The defense of Arras by the 3d and 56th Divisions—the Iron Division and the London Division on the left, and by the 15th Division and Guards on the right, saved the center of our line and all our line. We had a breathing—space while heavy blows fell against the French and against three British divisions who had been sent to hold “a quiet sector” on their right. The Germans drove across the Chemin des Dames, struck right and left, terrific blows, beat the French back, reached the Marne again, and threatened Paris.

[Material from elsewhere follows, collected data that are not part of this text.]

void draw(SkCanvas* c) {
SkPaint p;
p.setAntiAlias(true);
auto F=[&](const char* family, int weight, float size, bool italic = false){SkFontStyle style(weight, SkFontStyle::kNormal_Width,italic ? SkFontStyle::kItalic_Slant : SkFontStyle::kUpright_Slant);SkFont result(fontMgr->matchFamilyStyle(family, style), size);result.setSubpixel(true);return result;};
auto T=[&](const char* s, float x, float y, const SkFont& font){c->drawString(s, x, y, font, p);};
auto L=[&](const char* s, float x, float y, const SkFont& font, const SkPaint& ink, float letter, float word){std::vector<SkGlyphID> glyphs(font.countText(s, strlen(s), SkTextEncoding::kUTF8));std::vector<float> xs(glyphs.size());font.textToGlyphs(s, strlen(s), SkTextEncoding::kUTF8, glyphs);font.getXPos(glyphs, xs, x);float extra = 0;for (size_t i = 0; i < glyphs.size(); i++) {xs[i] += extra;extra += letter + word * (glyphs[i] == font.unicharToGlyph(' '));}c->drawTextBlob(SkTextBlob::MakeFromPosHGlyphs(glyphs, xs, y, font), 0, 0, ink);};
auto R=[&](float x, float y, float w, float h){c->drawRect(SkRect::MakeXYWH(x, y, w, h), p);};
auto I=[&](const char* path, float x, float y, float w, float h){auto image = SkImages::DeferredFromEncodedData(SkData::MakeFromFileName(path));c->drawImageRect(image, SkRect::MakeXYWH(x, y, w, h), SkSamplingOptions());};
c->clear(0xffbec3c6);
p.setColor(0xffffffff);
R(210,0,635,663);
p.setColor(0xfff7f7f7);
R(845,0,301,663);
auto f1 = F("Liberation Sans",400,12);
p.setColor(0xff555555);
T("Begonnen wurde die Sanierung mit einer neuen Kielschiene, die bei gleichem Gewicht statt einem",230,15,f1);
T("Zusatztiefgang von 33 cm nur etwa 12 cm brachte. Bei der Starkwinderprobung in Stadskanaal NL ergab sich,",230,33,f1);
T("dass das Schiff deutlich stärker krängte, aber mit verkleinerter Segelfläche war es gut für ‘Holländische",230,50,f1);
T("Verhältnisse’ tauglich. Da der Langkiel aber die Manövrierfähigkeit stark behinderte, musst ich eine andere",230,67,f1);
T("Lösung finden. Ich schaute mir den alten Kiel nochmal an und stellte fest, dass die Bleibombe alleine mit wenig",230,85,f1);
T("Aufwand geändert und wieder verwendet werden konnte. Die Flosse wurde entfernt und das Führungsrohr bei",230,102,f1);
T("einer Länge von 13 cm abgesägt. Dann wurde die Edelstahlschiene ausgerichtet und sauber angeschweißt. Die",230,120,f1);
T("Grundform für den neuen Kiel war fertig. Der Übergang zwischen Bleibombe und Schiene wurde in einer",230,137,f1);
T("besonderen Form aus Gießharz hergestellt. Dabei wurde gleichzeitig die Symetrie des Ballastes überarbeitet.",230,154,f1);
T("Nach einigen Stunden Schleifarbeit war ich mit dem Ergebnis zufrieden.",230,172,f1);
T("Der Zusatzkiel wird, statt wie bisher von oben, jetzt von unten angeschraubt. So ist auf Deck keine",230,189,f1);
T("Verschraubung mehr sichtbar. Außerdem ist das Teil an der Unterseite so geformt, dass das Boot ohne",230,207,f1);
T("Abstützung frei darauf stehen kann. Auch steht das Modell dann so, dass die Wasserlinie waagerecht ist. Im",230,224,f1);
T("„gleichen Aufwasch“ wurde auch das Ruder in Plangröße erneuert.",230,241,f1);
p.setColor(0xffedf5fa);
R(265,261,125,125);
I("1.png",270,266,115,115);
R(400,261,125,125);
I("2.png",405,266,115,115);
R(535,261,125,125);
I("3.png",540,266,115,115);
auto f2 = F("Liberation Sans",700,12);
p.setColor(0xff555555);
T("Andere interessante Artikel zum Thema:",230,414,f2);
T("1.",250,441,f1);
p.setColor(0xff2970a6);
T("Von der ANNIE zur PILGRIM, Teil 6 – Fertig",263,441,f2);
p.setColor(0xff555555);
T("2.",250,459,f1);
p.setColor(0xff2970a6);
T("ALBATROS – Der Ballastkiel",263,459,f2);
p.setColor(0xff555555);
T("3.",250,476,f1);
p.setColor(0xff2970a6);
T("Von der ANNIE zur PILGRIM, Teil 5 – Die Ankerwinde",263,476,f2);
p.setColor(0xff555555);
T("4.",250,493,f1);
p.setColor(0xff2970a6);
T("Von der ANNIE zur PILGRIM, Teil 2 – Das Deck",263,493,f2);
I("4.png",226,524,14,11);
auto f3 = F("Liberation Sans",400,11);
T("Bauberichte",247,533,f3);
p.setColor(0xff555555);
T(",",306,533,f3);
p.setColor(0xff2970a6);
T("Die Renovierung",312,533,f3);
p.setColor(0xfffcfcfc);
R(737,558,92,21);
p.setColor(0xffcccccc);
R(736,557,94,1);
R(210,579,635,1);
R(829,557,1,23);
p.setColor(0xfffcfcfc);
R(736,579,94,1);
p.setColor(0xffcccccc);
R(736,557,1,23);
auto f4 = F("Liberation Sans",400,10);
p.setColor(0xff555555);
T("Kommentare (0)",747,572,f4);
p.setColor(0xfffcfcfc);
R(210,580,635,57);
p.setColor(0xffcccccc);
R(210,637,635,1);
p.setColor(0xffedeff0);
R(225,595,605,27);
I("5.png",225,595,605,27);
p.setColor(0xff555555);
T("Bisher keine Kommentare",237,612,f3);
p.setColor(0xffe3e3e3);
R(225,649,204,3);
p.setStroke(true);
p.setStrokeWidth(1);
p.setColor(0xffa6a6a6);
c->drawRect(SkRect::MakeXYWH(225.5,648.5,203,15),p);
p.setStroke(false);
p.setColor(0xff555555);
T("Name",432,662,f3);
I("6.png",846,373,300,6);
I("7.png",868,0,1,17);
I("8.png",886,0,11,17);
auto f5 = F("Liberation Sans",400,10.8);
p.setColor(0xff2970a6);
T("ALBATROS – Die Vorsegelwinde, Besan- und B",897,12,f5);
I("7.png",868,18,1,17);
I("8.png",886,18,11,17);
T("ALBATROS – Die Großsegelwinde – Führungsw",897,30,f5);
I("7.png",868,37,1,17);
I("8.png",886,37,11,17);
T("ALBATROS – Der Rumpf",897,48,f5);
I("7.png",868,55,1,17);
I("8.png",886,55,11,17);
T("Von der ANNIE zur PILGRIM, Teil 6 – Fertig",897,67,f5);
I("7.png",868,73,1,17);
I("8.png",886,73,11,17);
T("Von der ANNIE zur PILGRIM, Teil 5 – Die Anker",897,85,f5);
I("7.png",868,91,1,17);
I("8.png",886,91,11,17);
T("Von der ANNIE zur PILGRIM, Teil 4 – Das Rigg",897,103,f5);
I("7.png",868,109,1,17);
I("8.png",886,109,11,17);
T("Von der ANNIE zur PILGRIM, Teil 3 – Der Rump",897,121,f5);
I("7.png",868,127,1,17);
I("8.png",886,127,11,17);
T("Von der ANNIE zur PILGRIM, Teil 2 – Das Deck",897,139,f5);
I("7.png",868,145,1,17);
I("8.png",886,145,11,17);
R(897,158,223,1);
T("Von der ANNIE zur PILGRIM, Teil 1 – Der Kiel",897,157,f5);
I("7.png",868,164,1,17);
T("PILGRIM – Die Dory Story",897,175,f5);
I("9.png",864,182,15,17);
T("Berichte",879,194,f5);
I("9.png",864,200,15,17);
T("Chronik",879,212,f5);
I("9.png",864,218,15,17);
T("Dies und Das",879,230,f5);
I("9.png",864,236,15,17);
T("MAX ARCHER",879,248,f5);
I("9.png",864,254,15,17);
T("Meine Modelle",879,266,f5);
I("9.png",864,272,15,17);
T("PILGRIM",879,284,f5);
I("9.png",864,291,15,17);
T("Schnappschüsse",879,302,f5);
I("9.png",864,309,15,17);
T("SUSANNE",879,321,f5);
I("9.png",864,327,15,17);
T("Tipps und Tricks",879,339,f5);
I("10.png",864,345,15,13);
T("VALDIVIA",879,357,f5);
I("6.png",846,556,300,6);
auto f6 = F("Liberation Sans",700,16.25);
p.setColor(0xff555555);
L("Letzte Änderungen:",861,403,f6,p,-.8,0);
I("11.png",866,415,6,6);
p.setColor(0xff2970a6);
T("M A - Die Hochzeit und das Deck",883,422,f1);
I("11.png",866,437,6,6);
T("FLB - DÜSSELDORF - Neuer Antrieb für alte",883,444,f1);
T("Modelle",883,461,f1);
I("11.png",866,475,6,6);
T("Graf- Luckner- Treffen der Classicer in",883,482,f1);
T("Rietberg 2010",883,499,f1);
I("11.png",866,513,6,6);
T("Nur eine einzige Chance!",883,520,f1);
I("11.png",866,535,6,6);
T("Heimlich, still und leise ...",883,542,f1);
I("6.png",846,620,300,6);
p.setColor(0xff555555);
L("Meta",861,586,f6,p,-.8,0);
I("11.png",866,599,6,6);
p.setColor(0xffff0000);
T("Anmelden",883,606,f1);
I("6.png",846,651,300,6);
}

Foch waited to strike. The genius of Foch was that he waited until the last minute of safety, taking immense risks in order to be certain of his counter-stroke. For a time he had to dissipate his reserves, but he gathered them together again. As quick as the blue men had come up behind our lines they were withdrawn again. Three of our divisions went with them, the 51st Highlanders and 15th Scottish, and the 48th English. The flower of the French army, the veterans of many battles, was massed behind the Marne, and at Chateau Thierry the American marines and infantry were given their first big job to do. What happened all the world knows. The Crown Prince's army was attacked on both flanks and in the center, and was sent reeling back to escape complete annihilation.